# About this exercise
The entries below need to be transcribed exactly, without their images.

== Segment start ==

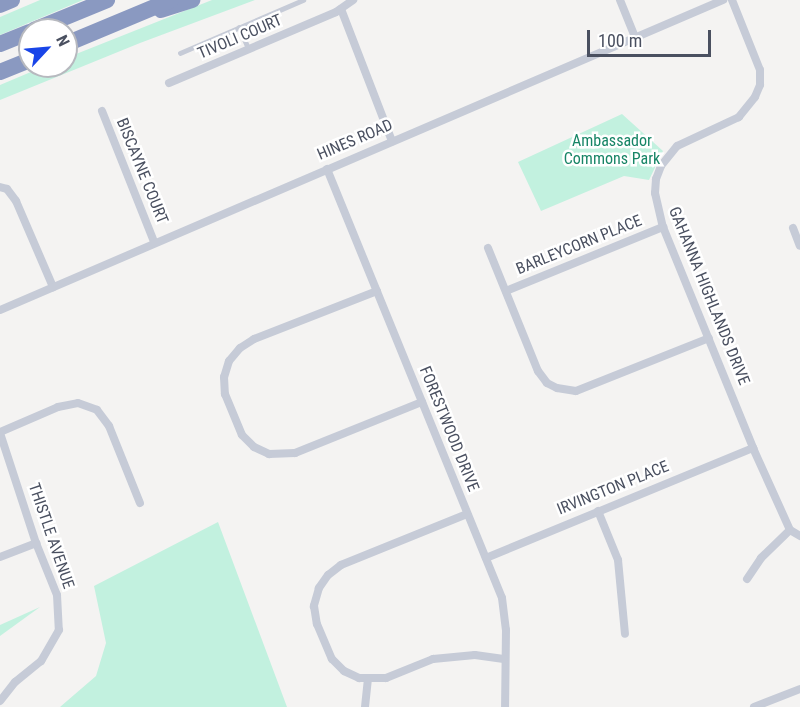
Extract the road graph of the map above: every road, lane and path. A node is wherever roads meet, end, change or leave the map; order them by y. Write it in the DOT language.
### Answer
graph roads {
  1 [pos="12,0"];
  2 [pos="107,0"];
  3 [pos="171,0"];
  4 [pos="192,0"];
  5 [pos="303,0"];
  6 [pos="353,0"];
  7 [pos="620,0"];
  8 [pos="723,0"];
  9 [pos="732,0"];
  10 [pos="339,4"];
  11 [pos="0,5"];
  12 [pos="63,18"];
  13 [pos="239,27"];
  14 [pos="103,29"];
  15 [pos="18,37"];
  16 [pos="635,37"];
  17 [pos="78,39"];
  18 [pos="0,44"];
  19 [pos="249,49"];
  20 [pos="180,52"];
  21 [pos="18,65"];
  22 [pos="0,72"];
  23 [pos="169,83"];
  24 [pos="102,111"];
  25 [pos="392,141"];
  26 [pos="327,169"];
  27 [pos="0,187"];
  28 [pos="663,227"];
  29 [pos="793,228"];
  30 [pos="154,242"];
  31 [pos="800,246"];
  32 [pos="488,248"];
  33 [pos="53,287"];
  34 [pos="376,291"];
  35 [pos="506,291"];
  36 [pos="0,310"];
  37 [pos="708,338"];
  38 [pos="422,402"];
  39 [pos="0,432"];
  40 [pos="753,448"];
  41 [pos="140,503"];
  42 [pos="598,510"];
  43 [pos="467,514"];
  44 [pos="790,530"];
  45 [pos="800,536"];
  46 [pos="36,543"];
  47 [pos="0,557"];
  48 [pos="486,558"];
  49 [pos="747,579"];
  50 [pos="626,634"];
  51 [pos="504,659"];
  52 [pos="368,680"];
  53 [pos="800,689"];
  54 [pos="0,701"];
  55 [pos="365,707"];
  56 [pos="505,707"];
  57 [pos="754,707"];
  1 -- 11 [label="highway"];
  2 -- 12 [label="highway"];
  3 -- 14 [label="highway"];
  4 -- 14 [label="highway"];
  5 -- 13 [label="lane"];
  6 -- 10 [label="street, TIVOLI COURT"];
  7 -- 16 [label="street"];
  8 -- 16 [label="street, HINES ROAD"];
  9 -- 28 [label="street, GAHANNA HIGHLANDS DRIVE"];
  10 -- 19 [label="street, TIVOLI COURT"];
  10 -- 25 [label="street"];
  13 -- 19 [label="lane"];
  13 -- 20 [label="lane"];
  14 -- 17 [label="highway"];
  15 -- 18 [label="highway"];
  16 -- 25 [label="street, HINES ROAD"];
  19 -- 23 [label="street, TIVOLI COURT"];
  21 -- 22 [label="highway"];
  24 -- 30 [label="street, BISCAYNE COURT"];
  25 -- 26 [label="street, HINES ROAD"];
  26 -- 30 [label="street, HINES ROAD"];
  26 -- 34 [label="street, FORESTWOOD DRIVE"];
  27 -- 33 [label="street"];
  28 -- 35 [label="street, BARLEYCORN PLACE"];
  28 -- 37 [label="street, GAHANNA HIGHLANDS DRIVE"];
  29 -- 31 [label="street"];
  30 -- 33 [label="street, HINES ROAD"];
  32 -- 35 [label="street"];
  33 -- 36 [label="street, HINES ROAD"];
  34 -- 38 [label="street, FORESTWOOD DRIVE"];
  34 -- 38 [label="street"];
  35 -- 37 [label="street"];
  37 -- 40 [label="street, GAHANNA HIGHLANDS DRIVE"];
  38 -- 43 [label="street, FORESTWOOD DRIVE"];
  39 -- 41 [label="street"];
  39 -- 46 [label="street, THISTLE AVENUE"];
  40 -- 42 [label="street, IRVINGTON PLACE"];
  40 -- 44 [label="street, GAHANNA HIGHLANDS DRIVE"];
  42 -- 48 [label="street, IRVINGTON PLACE"];
  42 -- 50 [label="street"];
  43 -- 48 [label="street, FORESTWOOD DRIVE"];
  43 -- 52 [label="street"];
  44 -- 45 [label="street"];
  44 -- 49 [label="street"];
  46 -- 47 [label="street"];
  46 -- 54 [label="street, THISTLE AVENUE"];
  48 -- 51 [label="street, FORESTWOOD DRIVE"];
  51 -- 52 [label="street"];
  51 -- 56 [label="street, FORESTWOOD DRIVE"];
  52 -- 55 [label="street"];
  53 -- 57 [label="street"];
}
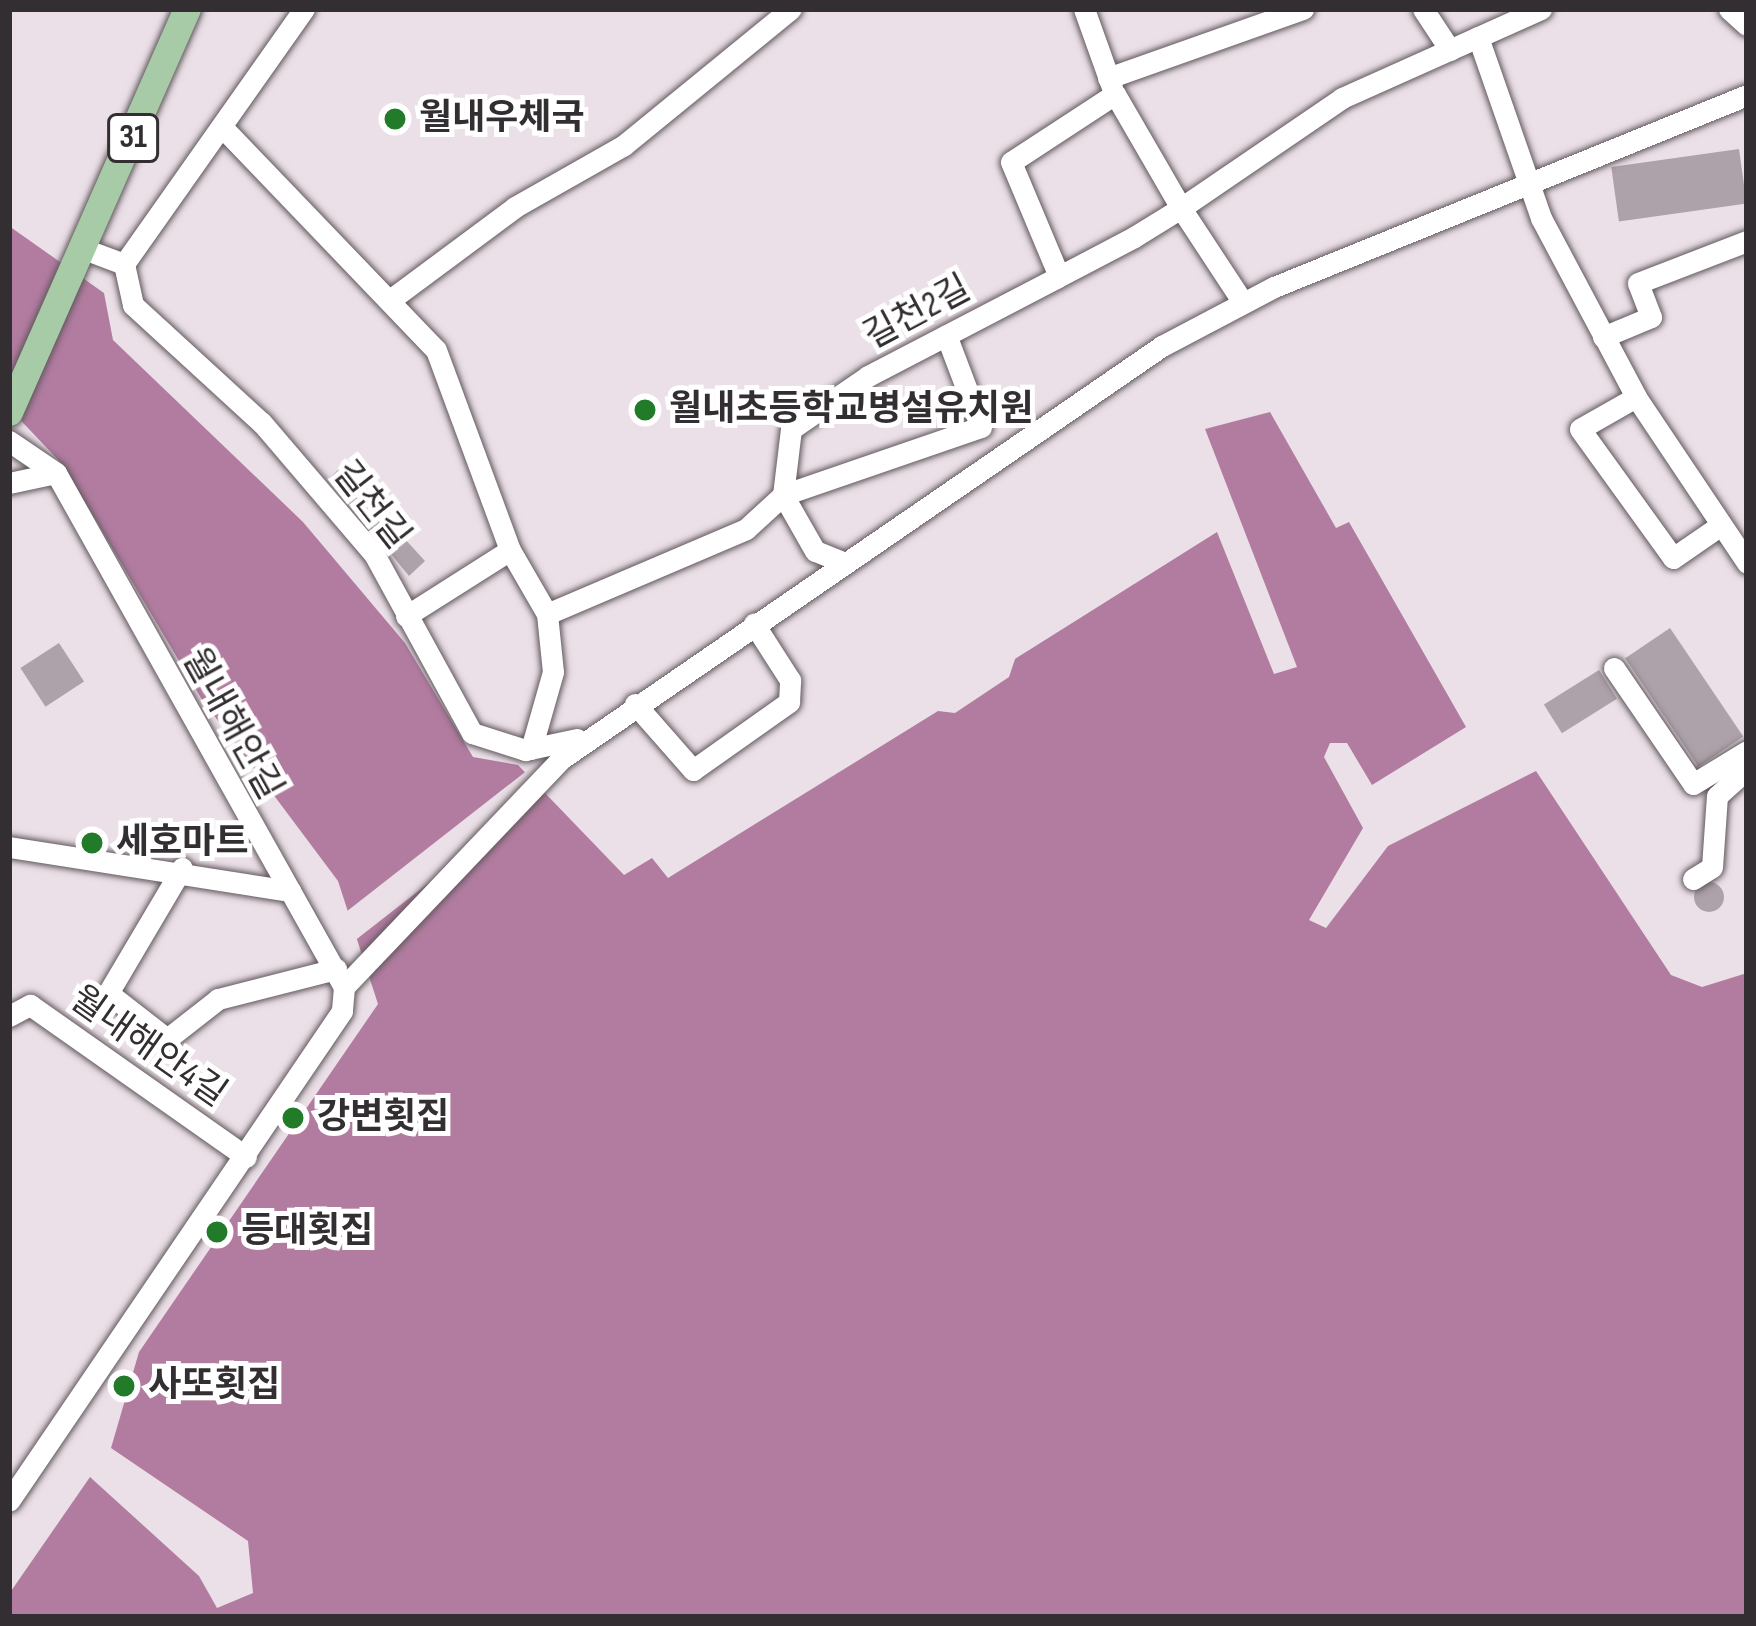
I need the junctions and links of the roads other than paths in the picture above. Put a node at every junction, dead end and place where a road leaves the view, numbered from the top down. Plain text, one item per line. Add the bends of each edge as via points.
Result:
1 (304, 9) edge
2 (791, 9) edge
3 (1084, 9) edge
4 (1303, 9) edge
5 (1423, 9) edge
6 (1541, 9) edge
7 (1729, 9) edge
8 (185, 11) edge
9 (1747, 25) edge
10 (1478, 38) junction
11 (1450, 50) junction
12 (1111, 86) junction
13 (1747, 95) edge
14 (224, 129) junction
15 (1530, 189) junction
16 (1181, 208) junction
17 (1747, 241) edge
18 (79, 257) junction
19 (124, 264) junction
20 (1059, 276) junction
21 (390, 300) junction
22 (1234, 306) junction
23 (946, 335) junction
24 (1603, 337) junction
25 (1636, 398) junction
26 (9, 412) edge
27 (9, 441) edge
28 (56, 473) junction
29 (9, 483) edge
30 (783, 495) junction
31 (1721, 526) junction
32 (510, 550) junction
33 (845, 562) junction
34 (1747, 563) edge
35 (547, 614) junction
36 (406, 616) junction
37 (754, 624) junction
38 (1614, 668) dead end
39 (635, 704) junction
40 (609, 722) junction
41 (531, 749) junction
42 (1747, 751) edge
43 (1747, 770) edge
44 (9, 848) edge
45 (182, 868) junction
46 (1694, 879) dead end
47 (291, 891) junction
48 (346, 977) junction
49 (9, 1016) edge
50 (247, 1156) junction
51 (9, 1501) edge

1 - 14 street
2 - 21 street via 624,145 515,207
3 - 12 street
4 - 12 street
5 - 11 street
6 - 10 street, 길천2길
7 - 9 street
8 - 18 main road, 31
10 - 11 street, 길천2길
10 - 15 street
11 - 16 street, 길천2길 via 1342,98
12 - 16 street
12 - 20 street via 1011,161
13 - 15 street
14 - 19 street
14 - 21 street
15 - 22 street
15 - 24 street
16 - 20 street, 길천2길
16 - 22 street
17 - 24 street via 1638,284 1651,317
18 - 19 street
18 - 26 main road, 31
19 - 36 street, 길천길 via 134,305 262,424 374,554
20 - 23 street, 길천2길
21 - 32 street via 436,350
22 - 33 street
23 - 30 street, 길천2길 via 791,430
23 - 30 street via 981,428
24 - 25 street
25 - 31 street
25 - 31 street via 1580,429 1673,558
27 - 28 street
28 - 29 street
28 - 47 street, 월내해안길
30 - 33 street via 815,551
30 - 35 street via 682,566
31 - 34 street
32 - 35 street
32 - 36 street
33 - 37 street
35 - 41 street via 554,672
36 - 41 street, 길천길 via 472,733
37 - 39 street
37 - 39 street via 790,680 789,702 693,770
38 - 42 street via 1693,784
39 - 40 street
40 - 41 street
40 - 48 street via 540,779
43 - 46 street via 1717,796 1712,867
44 - 45 street
45 - 47 street
45 - 48 street via 108,993 167,1040 218,999
47 - 48 street, 월내해안길
48 - 50 street via 342,1011
49 - 50 street, 월내해안4길 via 30,1005
50 - 51 street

== Segment end ==

# Answer space
Extract the road graph of the map above: every road, lane and path. A node is wherever roads meet, end, change or leave the map; order them by y. Write it in the DOT language.
### Answer
graph roads {
  1 [pos="12,0"];
  2 [pos="107,0"];
  3 [pos="171,0"];
  4 [pos="192,0"];
  5 [pos="303,0"];
  6 [pos="353,0"];
  7 [pos="620,0"];
  8 [pos="723,0"];
  9 [pos="732,0"];
  10 [pos="339,4"];
  11 [pos="0,5"];
  12 [pos="63,18"];
  13 [pos="239,27"];
  14 [pos="103,29"];
  15 [pos="18,37"];
  16 [pos="635,37"];
  17 [pos="78,39"];
  18 [pos="0,44"];
  19 [pos="249,49"];
  20 [pos="180,52"];
  21 [pos="18,65"];
  22 [pos="0,72"];
  23 [pos="169,83"];
  24 [pos="102,111"];
  25 [pos="392,141"];
  26 [pos="327,169"];
  27 [pos="0,187"];
  28 [pos="663,227"];
  29 [pos="793,228"];
  30 [pos="154,242"];
  31 [pos="800,246"];
  32 [pos="488,248"];
  33 [pos="53,287"];
  34 [pos="376,291"];
  35 [pos="506,291"];
  36 [pos="0,310"];
  37 [pos="708,338"];
  38 [pos="422,402"];
  39 [pos="0,432"];
  40 [pos="753,448"];
  41 [pos="140,503"];
  42 [pos="598,510"];
  43 [pos="467,514"];
  44 [pos="790,530"];
  45 [pos="800,536"];
  46 [pos="36,543"];
  47 [pos="0,557"];
  48 [pos="486,558"];
  49 [pos="747,579"];
  50 [pos="626,634"];
  51 [pos="504,659"];
  52 [pos="368,680"];
  53 [pos="800,689"];
  54 [pos="0,701"];
  55 [pos="365,707"];
  56 [pos="505,707"];
  57 [pos="754,707"];
  1 -- 11 [label="highway"];
  2 -- 12 [label="highway"];
  3 -- 14 [label="highway"];
  4 -- 14 [label="highway"];
  5 -- 13 [label="lane"];
  6 -- 10 [label="street, TIVOLI COURT"];
  7 -- 16 [label="street"];
  8 -- 16 [label="street, HINES ROAD"];
  9 -- 28 [label="street, GAHANNA HIGHLANDS DRIVE"];
  10 -- 19 [label="street, TIVOLI COURT"];
  10 -- 25 [label="street"];
  13 -- 19 [label="lane"];
  13 -- 20 [label="lane"];
  14 -- 17 [label="highway"];
  15 -- 18 [label="highway"];
  16 -- 25 [label="street, HINES ROAD"];
  19 -- 23 [label="street, TIVOLI COURT"];
  21 -- 22 [label="highway"];
  24 -- 30 [label="street, BISCAYNE COURT"];
  25 -- 26 [label="street, HINES ROAD"];
  26 -- 30 [label="street, HINES ROAD"];
  26 -- 34 [label="street, FORESTWOOD DRIVE"];
  27 -- 33 [label="street"];
  28 -- 35 [label="street, BARLEYCORN PLACE"];
  28 -- 37 [label="street, GAHANNA HIGHLANDS DRIVE"];
  29 -- 31 [label="street"];
  30 -- 33 [label="street, HINES ROAD"];
  32 -- 35 [label="street"];
  33 -- 36 [label="street, HINES ROAD"];
  34 -- 38 [label="street, FORESTWOOD DRIVE"];
  34 -- 38 [label="street"];
  35 -- 37 [label="street"];
  37 -- 40 [label="street, GAHANNA HIGHLANDS DRIVE"];
  38 -- 43 [label="street, FORESTWOOD DRIVE"];
  39 -- 41 [label="street"];
  39 -- 46 [label="street, THISTLE AVENUE"];
  40 -- 42 [label="street, IRVINGTON PLACE"];
  40 -- 44 [label="street, GAHANNA HIGHLANDS DRIVE"];
  42 -- 48 [label="street, IRVINGTON PLACE"];
  42 -- 50 [label="street"];
  43 -- 48 [label="street, FORESTWOOD DRIVE"];
  43 -- 52 [label="street"];
  44 -- 45 [label="street"];
  44 -- 49 [label="street"];
  46 -- 47 [label="street"];
  46 -- 54 [label="street, THISTLE AVENUE"];
  48 -- 51 [label="street, FORESTWOOD DRIVE"];
  51 -- 52 [label="street"];
  51 -- 56 [label="street, FORESTWOOD DRIVE"];
  52 -- 55 [label="street"];
  53 -- 57 [label="street"];
}
I need the junctions and links of the roads other than paths in the picture above. Put a node at every junction, dead end and place where a road leaves the view, numbered from the top down. Plain text, one item per line. Add the bends of each edge as via points.
Result:
1 (304, 9) edge
2 (791, 9) edge
3 (1084, 9) edge
4 (1303, 9) edge
5 (1423, 9) edge
6 (1541, 9) edge
7 (1729, 9) edge
8 (185, 11) edge
9 (1747, 25) edge
10 (1478, 38) junction
11 (1450, 50) junction
12 (1111, 86) junction
13 (1747, 95) edge
14 (224, 129) junction
15 (1530, 189) junction
16 (1181, 208) junction
17 (1747, 241) edge
18 (79, 257) junction
19 (124, 264) junction
20 (1059, 276) junction
21 (390, 300) junction
22 (1234, 306) junction
23 (946, 335) junction
24 (1603, 337) junction
25 (1636, 398) junction
26 (9, 412) edge
27 (9, 441) edge
28 (56, 473) junction
29 (9, 483) edge
30 (783, 495) junction
31 (1721, 526) junction
32 (510, 550) junction
33 (845, 562) junction
34 (1747, 563) edge
35 (547, 614) junction
36 (406, 616) junction
37 (754, 624) junction
38 (1614, 668) dead end
39 (635, 704) junction
40 (609, 722) junction
41 (531, 749) junction
42 (1747, 751) edge
43 (1747, 770) edge
44 (9, 848) edge
45 (182, 868) junction
46 (1694, 879) dead end
47 (291, 891) junction
48 (346, 977) junction
49 (9, 1016) edge
50 (247, 1156) junction
51 (9, 1501) edge

1 - 14 street
2 - 21 street via 624,145 515,207
3 - 12 street
4 - 12 street
5 - 11 street
6 - 10 street, 길천2길
7 - 9 street
8 - 18 main road, 31
10 - 11 street, 길천2길
10 - 15 street
11 - 16 street, 길천2길 via 1342,98
12 - 16 street
12 - 20 street via 1011,161
13 - 15 street
14 - 19 street
14 - 21 street
15 - 22 street
15 - 24 street
16 - 20 street, 길천2길
16 - 22 street
17 - 24 street via 1638,284 1651,317
18 - 19 street
18 - 26 main road, 31
19 - 36 street, 길천길 via 134,305 262,424 374,554
20 - 23 street, 길천2길
21 - 32 street via 436,350
22 - 33 street
23 - 30 street, 길천2길 via 791,430
23 - 30 street via 981,428
24 - 25 street
25 - 31 street
25 - 31 street via 1580,429 1673,558
27 - 28 street
28 - 29 street
28 - 47 street, 월내해안길
30 - 33 street via 815,551
30 - 35 street via 682,566
31 - 34 street
32 - 35 street
32 - 36 street
33 - 37 street
35 - 41 street via 554,672
36 - 41 street, 길천길 via 472,733
37 - 39 street
37 - 39 street via 790,680 789,702 693,770
38 - 42 street via 1693,784
39 - 40 street
40 - 41 street
40 - 48 street via 540,779
43 - 46 street via 1717,796 1712,867
44 - 45 street
45 - 47 street
45 - 48 street via 108,993 167,1040 218,999
47 - 48 street, 월내해안길
48 - 50 street via 342,1011
49 - 50 street, 월내해안4길 via 30,1005
50 - 51 street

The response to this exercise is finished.